Taylor Cody L. Contractor 502 AOS/PETS Cody.Taylor at hickam.af.mil
Wed Aug 13 08:56:00 PDT 2003


http://www.sltrib.com/2003/Aug/08122003/business/83193.asp

Highlights:
SCO Group executives have sold about 119,000 shares of their company since
it filed a lawsuit against IBM in March and the stock price increased more
than fourfold..

	Chief Financial Officer Robert Bench began the $1.2 million in
executive share sales four days after Lindon -based SCO filed its lawsuit
against Armonk, N.Y.-based IBM on March 6.  Before Bench's sale, SCO
insiders had not sold shares in more than a year, according to the
Washington Service, a firm that tracks insider transactions..

	Bench has sold 17,151 shares in three separate sales since March 10,
reducing his holdings to 228,043 shares, according to the Washington Service
and regulatory filings.  Vice President Michael Wilson sold his entire stake
of 12,000 shares between July 14 and July 18, the Washington Service said.. 

	SCO has certain ownership rights to Unix, a predecessor to Linux. It
has decided Linux infringes on those rights, and is seeking $1 billion from
IBM and up to $700 from every Linux user.  Among the many bizarre things
about the complaint, though, is that SCO itself used to be a Linux company
called Caldera, and as such eagerly distributed free of charge the very same
software it now is claiming infringes its copyrights..

	SCO says it won't identify all the infringing code in Linux because
Linux developers would quickly replace it. But isn't that exactly what
someone alleging a legal injury should, for starters, want -- to stop being
injured?  Damages for past injuries can always come later.  Or maybe SCO
knows that if it laid out its cards, people would just walk away from the
table laughing at its hand -- rather than pay a license fee.  Or is
collecting these license fees SCO's real endgame?  Computerworld recently
ran an article detailing how SCO's backers are cashing in its stock in a
complex transaction involving purchase of a company owned by the Canopy
Group, a Utah investment concern that also owns a big chunk of SCO.  An SCO
spokesman said the report's allegations of a "shell game" weren't true, and
added that SCO has no control over its stock price... 

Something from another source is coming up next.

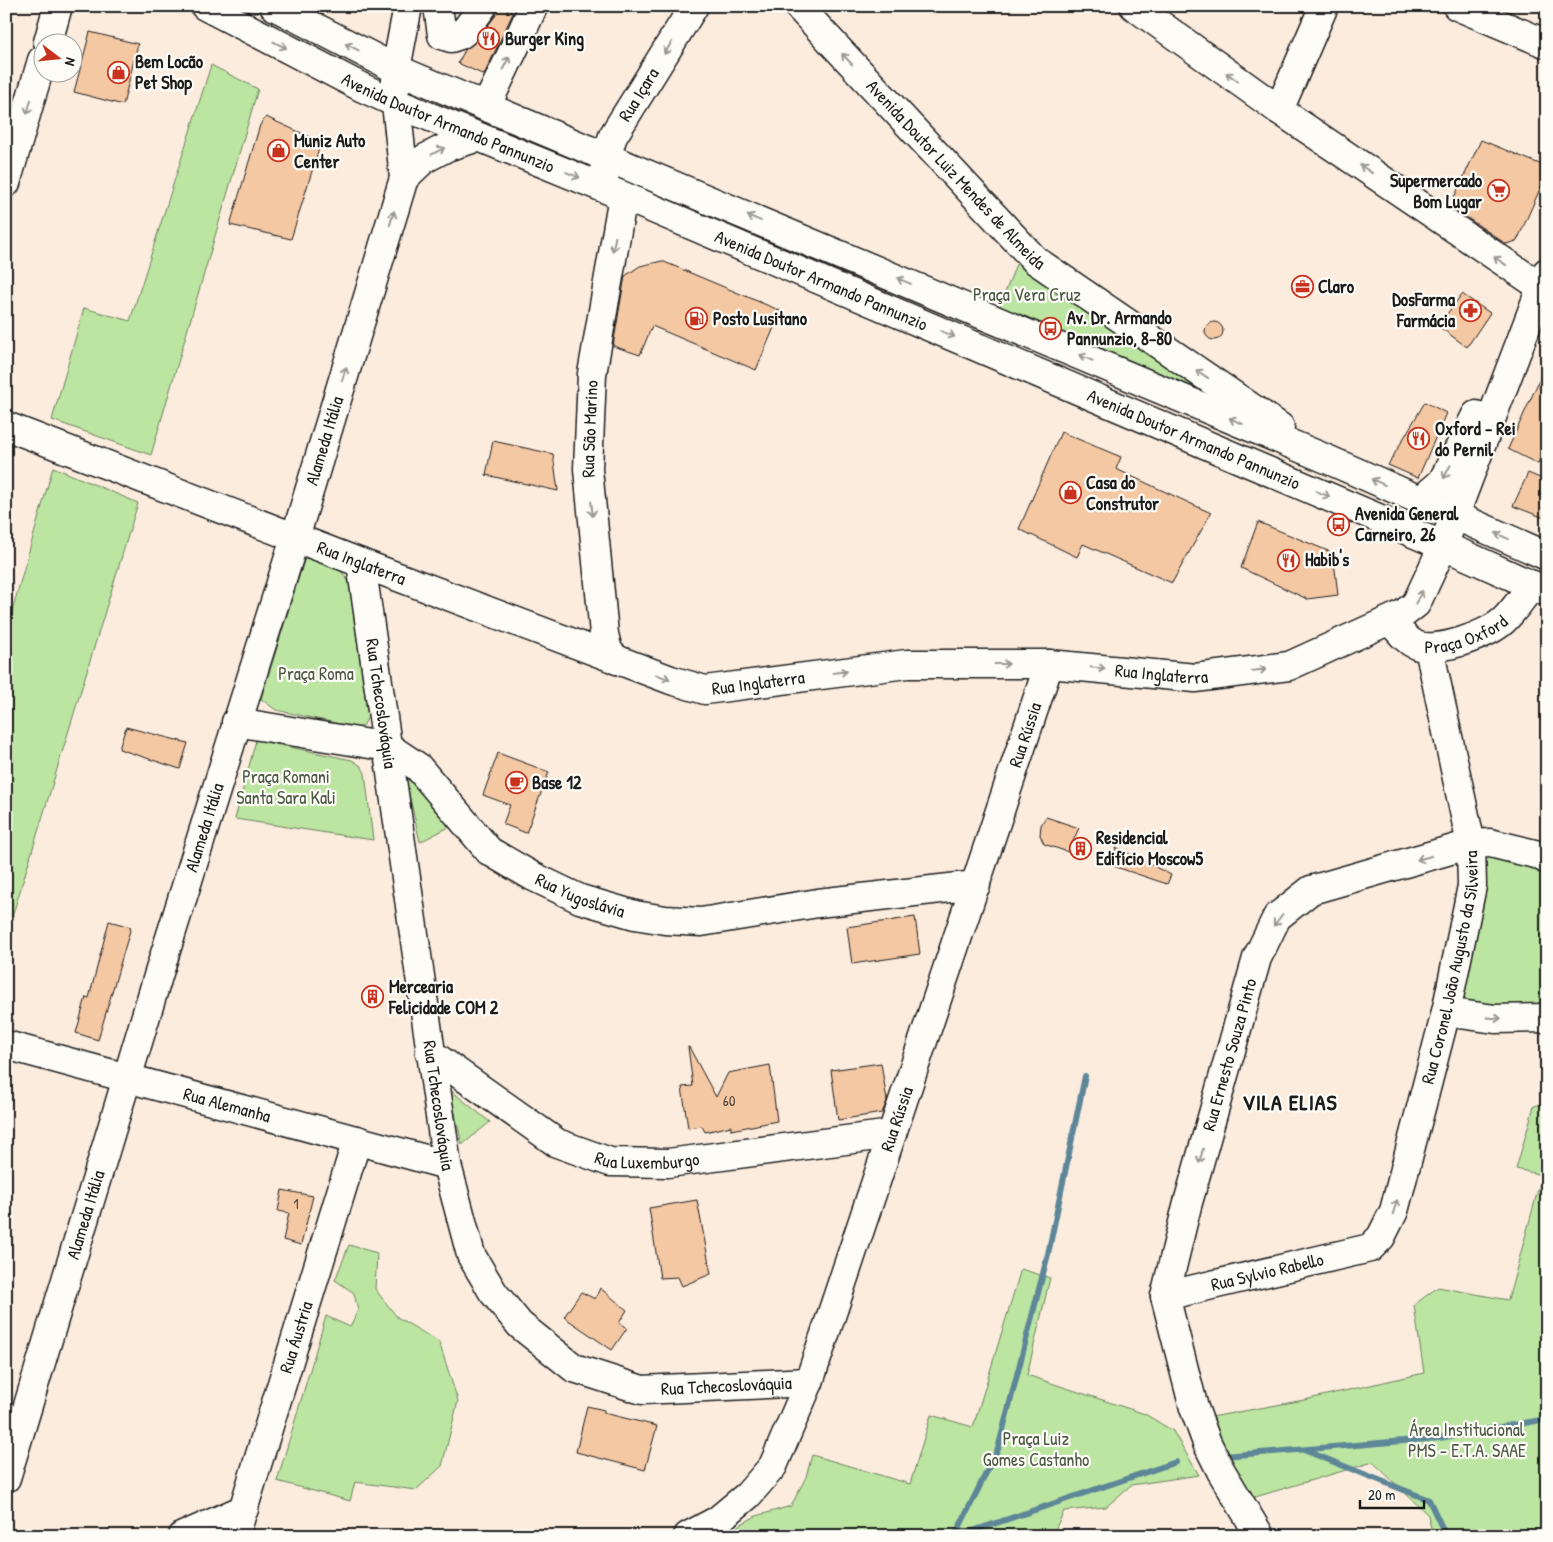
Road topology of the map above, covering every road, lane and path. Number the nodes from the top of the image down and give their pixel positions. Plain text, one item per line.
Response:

	SCO and its supporters might do well to study the last time a
specious intellectual property claim was lodged against Linux.  In 1995,
William Della Croce Jr., of Boston, attempted to win the trademark to the
term "Linux," claiming he had been the first to use it and demanding 10
percent royalties from Linux businesses.  The Linux community promptly went
to work -- exactly as it is doing today.  In the end, not only did Della
Croce lose, he also had to pay legal fees.  For good measure, the Linux
trademark, previously unassigned, was given to Linus Torvalds, the system's
creator.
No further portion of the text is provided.